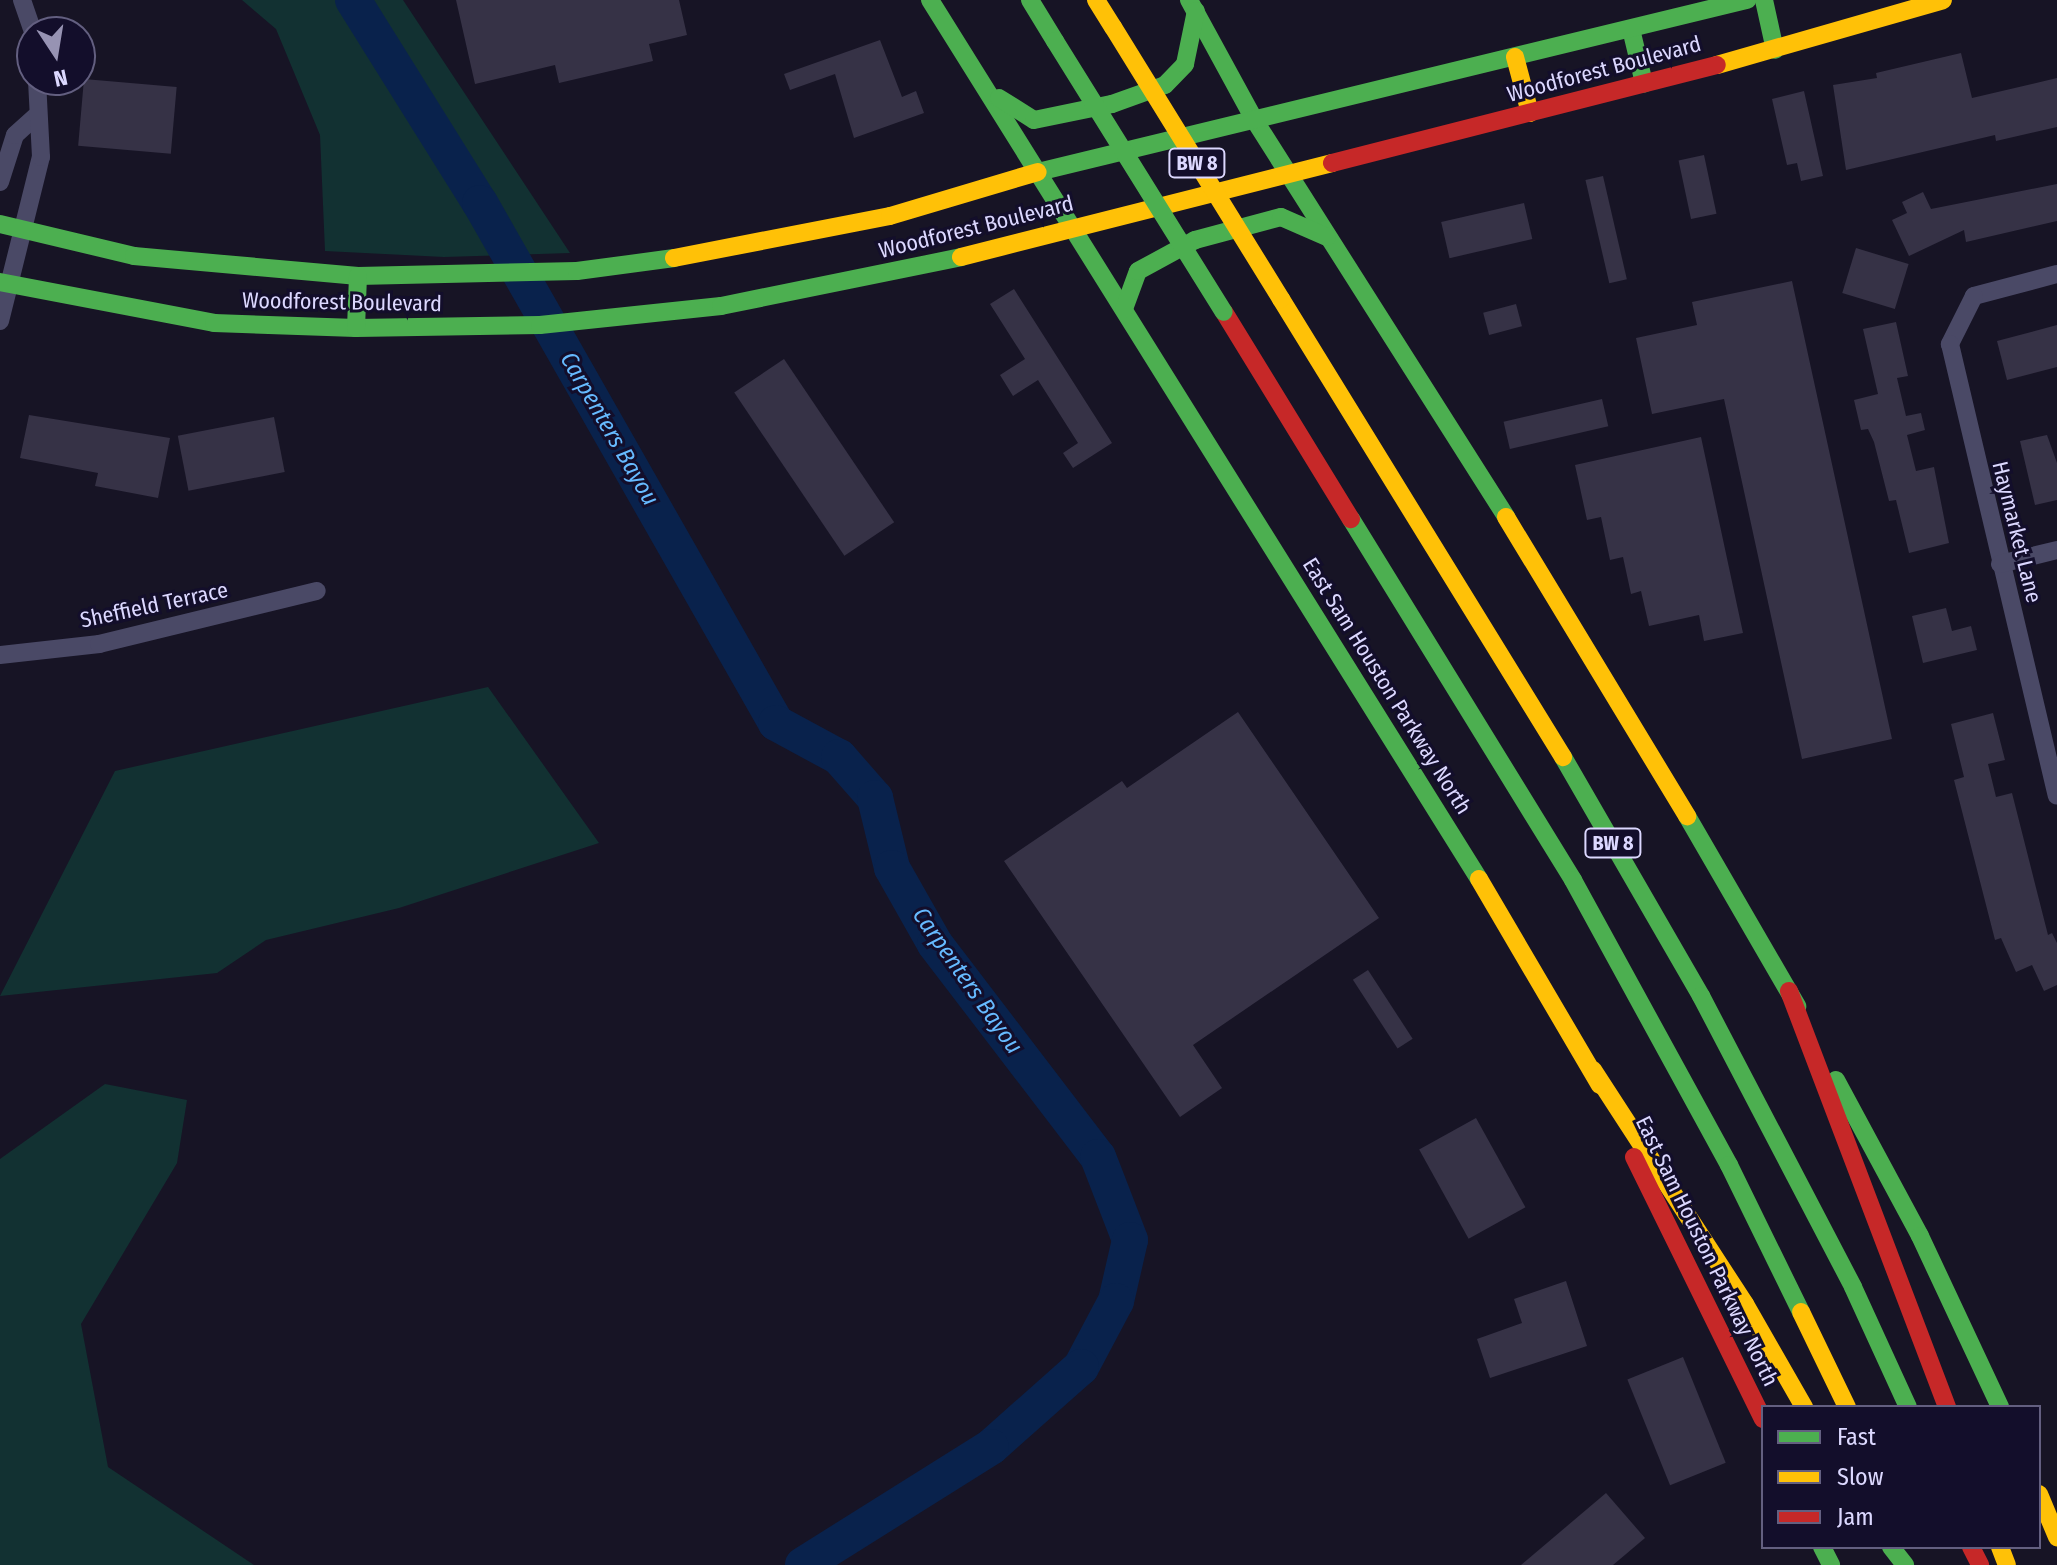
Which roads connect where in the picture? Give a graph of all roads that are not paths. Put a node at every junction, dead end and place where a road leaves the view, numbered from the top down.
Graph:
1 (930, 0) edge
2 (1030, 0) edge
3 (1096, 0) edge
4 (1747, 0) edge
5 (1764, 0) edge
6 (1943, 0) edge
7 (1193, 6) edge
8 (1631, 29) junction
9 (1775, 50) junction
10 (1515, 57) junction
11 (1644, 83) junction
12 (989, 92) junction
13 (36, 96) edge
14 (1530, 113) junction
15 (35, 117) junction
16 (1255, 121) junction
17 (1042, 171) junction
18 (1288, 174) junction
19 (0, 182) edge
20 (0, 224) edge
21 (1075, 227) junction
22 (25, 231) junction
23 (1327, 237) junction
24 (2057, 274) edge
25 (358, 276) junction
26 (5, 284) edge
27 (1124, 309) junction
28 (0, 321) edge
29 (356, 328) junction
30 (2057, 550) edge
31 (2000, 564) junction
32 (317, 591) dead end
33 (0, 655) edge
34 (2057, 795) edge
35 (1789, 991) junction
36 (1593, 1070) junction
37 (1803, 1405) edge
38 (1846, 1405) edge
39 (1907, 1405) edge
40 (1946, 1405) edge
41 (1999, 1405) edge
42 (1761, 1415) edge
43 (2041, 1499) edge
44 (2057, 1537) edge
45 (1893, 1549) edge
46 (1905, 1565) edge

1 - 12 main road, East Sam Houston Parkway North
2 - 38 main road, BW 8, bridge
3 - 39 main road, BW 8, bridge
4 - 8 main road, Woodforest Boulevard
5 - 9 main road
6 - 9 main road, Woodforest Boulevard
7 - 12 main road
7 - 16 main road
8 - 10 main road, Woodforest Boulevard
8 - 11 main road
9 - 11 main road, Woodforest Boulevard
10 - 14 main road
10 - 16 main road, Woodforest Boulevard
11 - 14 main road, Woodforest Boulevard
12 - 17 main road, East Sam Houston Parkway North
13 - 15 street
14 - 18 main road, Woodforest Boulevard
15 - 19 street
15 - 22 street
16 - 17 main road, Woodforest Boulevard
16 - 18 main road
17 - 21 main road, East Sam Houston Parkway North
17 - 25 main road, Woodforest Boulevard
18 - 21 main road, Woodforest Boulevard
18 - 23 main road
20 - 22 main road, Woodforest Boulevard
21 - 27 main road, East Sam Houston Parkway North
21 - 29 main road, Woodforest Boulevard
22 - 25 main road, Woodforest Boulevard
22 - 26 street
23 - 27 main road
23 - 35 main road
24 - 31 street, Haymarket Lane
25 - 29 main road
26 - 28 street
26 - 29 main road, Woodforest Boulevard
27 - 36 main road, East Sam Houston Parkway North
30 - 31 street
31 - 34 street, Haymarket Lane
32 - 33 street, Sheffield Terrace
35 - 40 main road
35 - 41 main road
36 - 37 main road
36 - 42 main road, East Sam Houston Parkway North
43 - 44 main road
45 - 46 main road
———
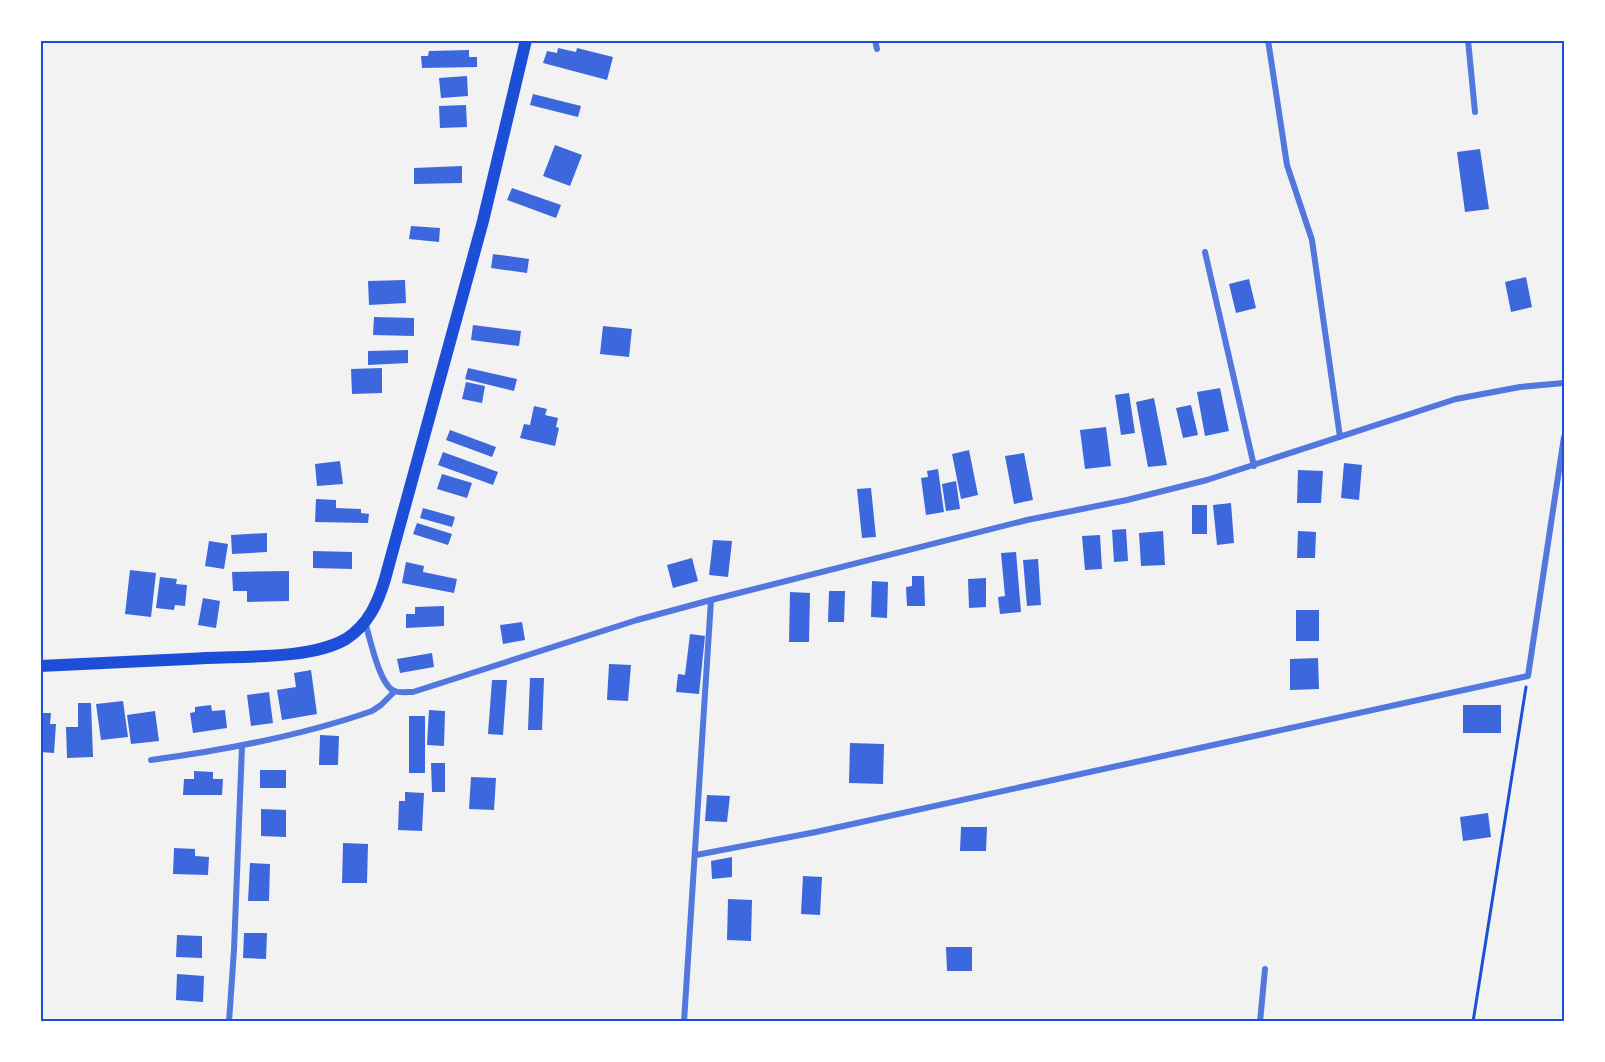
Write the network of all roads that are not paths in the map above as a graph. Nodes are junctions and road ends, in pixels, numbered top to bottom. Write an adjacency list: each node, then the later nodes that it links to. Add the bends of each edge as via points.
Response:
———
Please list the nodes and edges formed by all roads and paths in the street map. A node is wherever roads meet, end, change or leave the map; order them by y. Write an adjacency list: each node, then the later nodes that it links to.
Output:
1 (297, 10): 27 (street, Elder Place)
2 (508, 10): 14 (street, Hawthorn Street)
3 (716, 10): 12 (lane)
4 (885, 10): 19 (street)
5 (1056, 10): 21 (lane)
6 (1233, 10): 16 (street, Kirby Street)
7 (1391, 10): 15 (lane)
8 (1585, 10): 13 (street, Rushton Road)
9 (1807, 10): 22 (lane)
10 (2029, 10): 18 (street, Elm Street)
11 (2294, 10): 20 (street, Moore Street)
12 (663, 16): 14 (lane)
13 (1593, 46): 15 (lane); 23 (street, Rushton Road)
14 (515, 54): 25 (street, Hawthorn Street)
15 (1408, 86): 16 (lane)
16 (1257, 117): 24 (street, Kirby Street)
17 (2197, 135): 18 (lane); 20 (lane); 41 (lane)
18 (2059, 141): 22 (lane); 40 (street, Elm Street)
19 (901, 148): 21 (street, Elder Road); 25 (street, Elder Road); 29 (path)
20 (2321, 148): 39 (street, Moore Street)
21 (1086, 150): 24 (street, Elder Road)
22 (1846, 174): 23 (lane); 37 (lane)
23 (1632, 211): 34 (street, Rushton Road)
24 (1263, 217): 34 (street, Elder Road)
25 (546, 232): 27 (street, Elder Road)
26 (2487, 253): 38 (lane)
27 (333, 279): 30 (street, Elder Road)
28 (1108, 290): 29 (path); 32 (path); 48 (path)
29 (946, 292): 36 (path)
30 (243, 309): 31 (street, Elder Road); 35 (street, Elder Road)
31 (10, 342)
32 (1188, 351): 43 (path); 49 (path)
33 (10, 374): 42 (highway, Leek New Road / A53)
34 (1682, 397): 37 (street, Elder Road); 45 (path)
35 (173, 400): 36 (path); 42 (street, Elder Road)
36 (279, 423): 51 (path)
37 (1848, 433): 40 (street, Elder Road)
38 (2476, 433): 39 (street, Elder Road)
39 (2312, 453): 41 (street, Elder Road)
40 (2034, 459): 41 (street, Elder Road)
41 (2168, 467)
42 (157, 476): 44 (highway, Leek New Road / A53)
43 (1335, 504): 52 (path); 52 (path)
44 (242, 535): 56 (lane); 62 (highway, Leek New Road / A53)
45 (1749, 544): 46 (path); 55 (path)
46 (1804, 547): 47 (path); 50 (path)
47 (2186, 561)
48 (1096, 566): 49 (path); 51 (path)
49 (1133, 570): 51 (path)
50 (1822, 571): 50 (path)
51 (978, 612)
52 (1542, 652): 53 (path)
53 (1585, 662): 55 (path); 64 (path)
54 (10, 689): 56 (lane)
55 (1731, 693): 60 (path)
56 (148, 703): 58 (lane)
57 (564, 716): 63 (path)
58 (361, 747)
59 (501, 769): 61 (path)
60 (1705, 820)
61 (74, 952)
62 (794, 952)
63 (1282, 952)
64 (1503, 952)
———
▸ Exercise brief
Copy every line of the material above in which the string "Write" can be found.

▸ The answer
Write the network of all roads that are not paths in the map above as a graph. Nodes are junctions and road ends, in pixels, numbered top to bottom. Write an adjacency list: each node, then the later nodes that it links to. Add the bends of each edge as via points.
Please list the nodes and edges formed by all roads and paths in the street map. A node is wherever roads meet, end, change or leave the map; order them by y. Write an adjacency list: each node, then the later nodes that it links to.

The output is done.